■ RECORD EXTRACTS ■
+++++

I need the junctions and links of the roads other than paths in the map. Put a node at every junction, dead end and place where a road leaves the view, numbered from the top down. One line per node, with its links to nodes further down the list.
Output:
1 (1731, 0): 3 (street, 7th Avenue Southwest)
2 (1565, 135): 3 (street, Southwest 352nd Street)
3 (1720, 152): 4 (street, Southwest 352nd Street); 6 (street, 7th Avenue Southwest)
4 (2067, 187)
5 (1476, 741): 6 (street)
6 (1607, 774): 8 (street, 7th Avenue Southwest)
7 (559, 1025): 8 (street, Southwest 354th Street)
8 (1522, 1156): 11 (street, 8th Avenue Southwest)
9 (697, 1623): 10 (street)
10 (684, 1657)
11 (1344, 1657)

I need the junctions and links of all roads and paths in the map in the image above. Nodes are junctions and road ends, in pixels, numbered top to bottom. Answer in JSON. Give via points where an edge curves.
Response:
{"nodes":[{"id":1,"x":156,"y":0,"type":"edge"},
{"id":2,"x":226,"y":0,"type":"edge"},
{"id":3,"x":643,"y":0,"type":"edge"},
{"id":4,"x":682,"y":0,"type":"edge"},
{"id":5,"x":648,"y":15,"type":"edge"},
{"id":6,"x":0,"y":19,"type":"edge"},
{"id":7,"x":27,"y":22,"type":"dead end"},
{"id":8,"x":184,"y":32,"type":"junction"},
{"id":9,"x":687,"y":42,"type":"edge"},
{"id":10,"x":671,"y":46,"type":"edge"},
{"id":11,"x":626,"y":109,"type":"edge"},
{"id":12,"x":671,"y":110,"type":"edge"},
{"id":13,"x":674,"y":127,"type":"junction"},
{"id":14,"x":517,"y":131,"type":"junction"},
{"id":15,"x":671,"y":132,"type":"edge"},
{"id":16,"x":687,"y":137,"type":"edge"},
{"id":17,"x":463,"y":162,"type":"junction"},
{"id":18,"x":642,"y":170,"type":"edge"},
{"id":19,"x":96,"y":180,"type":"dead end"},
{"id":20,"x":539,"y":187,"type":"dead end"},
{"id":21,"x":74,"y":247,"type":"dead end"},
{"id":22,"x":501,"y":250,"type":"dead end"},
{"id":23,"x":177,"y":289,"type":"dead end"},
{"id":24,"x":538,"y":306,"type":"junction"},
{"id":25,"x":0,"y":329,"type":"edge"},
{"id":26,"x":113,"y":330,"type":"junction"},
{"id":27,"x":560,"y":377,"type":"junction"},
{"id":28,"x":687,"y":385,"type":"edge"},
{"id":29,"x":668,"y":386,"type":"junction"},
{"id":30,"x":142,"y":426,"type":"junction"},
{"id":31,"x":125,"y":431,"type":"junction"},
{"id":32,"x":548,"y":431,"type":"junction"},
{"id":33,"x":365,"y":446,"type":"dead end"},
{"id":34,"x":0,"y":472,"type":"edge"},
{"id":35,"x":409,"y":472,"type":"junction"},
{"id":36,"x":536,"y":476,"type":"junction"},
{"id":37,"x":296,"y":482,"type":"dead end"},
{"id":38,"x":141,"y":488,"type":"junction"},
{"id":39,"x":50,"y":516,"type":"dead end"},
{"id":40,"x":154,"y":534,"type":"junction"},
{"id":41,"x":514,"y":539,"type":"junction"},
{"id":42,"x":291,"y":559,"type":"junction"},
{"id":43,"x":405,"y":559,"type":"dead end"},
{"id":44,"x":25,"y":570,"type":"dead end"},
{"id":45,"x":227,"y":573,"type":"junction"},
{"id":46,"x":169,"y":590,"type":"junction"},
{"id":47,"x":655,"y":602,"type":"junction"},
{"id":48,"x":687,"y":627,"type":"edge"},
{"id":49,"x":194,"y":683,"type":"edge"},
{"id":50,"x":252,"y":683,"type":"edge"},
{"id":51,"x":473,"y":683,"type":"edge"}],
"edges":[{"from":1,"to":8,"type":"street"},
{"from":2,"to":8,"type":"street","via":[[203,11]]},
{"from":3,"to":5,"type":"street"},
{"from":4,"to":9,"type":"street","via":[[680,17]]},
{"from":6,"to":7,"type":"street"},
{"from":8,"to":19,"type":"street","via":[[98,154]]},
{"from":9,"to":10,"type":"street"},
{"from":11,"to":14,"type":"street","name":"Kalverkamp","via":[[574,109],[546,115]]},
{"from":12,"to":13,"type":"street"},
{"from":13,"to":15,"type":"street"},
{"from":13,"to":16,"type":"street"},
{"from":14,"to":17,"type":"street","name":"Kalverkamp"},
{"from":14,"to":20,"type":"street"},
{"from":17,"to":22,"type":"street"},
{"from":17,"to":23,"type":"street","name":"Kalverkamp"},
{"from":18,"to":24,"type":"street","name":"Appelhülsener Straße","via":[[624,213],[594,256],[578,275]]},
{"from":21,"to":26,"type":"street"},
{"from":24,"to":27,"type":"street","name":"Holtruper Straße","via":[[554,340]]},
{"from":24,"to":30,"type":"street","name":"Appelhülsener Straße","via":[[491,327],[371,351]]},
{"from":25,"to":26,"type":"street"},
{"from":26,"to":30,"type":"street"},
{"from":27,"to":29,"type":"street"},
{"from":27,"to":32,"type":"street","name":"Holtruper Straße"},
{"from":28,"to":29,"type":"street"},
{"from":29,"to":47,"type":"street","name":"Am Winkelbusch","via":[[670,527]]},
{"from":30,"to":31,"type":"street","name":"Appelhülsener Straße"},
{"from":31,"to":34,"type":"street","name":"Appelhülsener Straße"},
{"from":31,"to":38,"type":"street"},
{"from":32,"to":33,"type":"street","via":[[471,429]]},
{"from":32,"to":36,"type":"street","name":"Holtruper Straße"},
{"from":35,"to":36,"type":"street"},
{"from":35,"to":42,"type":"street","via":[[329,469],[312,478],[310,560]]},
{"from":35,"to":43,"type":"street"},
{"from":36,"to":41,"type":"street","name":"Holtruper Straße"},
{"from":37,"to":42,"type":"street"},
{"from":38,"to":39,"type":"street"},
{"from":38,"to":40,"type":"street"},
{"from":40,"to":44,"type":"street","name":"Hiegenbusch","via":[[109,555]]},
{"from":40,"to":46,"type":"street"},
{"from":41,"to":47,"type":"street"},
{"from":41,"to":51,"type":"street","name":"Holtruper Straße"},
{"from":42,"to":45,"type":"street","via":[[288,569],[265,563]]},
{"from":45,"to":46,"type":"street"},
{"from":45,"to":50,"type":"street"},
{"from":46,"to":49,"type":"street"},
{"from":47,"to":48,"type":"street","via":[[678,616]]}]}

+++++

Beginning at the opening line of the data, transcribe each line exactly until you reach the line with "I need the junctions and links of all", which you also include, and go no further.

■ RESPONSE TO THIS EXERCISE ■
I need the junctions and links of the roads other than paths in the map. Put a node at every junction, dead end and place where a road leaves the view, numbered from the top down. One line per node, with its links to nodes further down the list.
Output:
1 (1731, 0): 3 (street, 7th Avenue Southwest)
2 (1565, 135): 3 (street, Southwest 352nd Street)
3 (1720, 152): 4 (street, Southwest 352nd Street); 6 (street, 7th Avenue Southwest)
4 (2067, 187)
5 (1476, 741): 6 (street)
6 (1607, 774): 8 (street, 7th Avenue Southwest)
7 (559, 1025): 8 (street, Southwest 354th Street)
8 (1522, 1156): 11 (street, 8th Avenue Southwest)
9 (697, 1623): 10 (street)
10 (684, 1657)
11 (1344, 1657)

I need the junctions and links of all roads and paths in the map in the image above. Nodes are junctions and road ends, in pixels, numbered top to bottom. Answer in JSON. Give via points where an edge curves.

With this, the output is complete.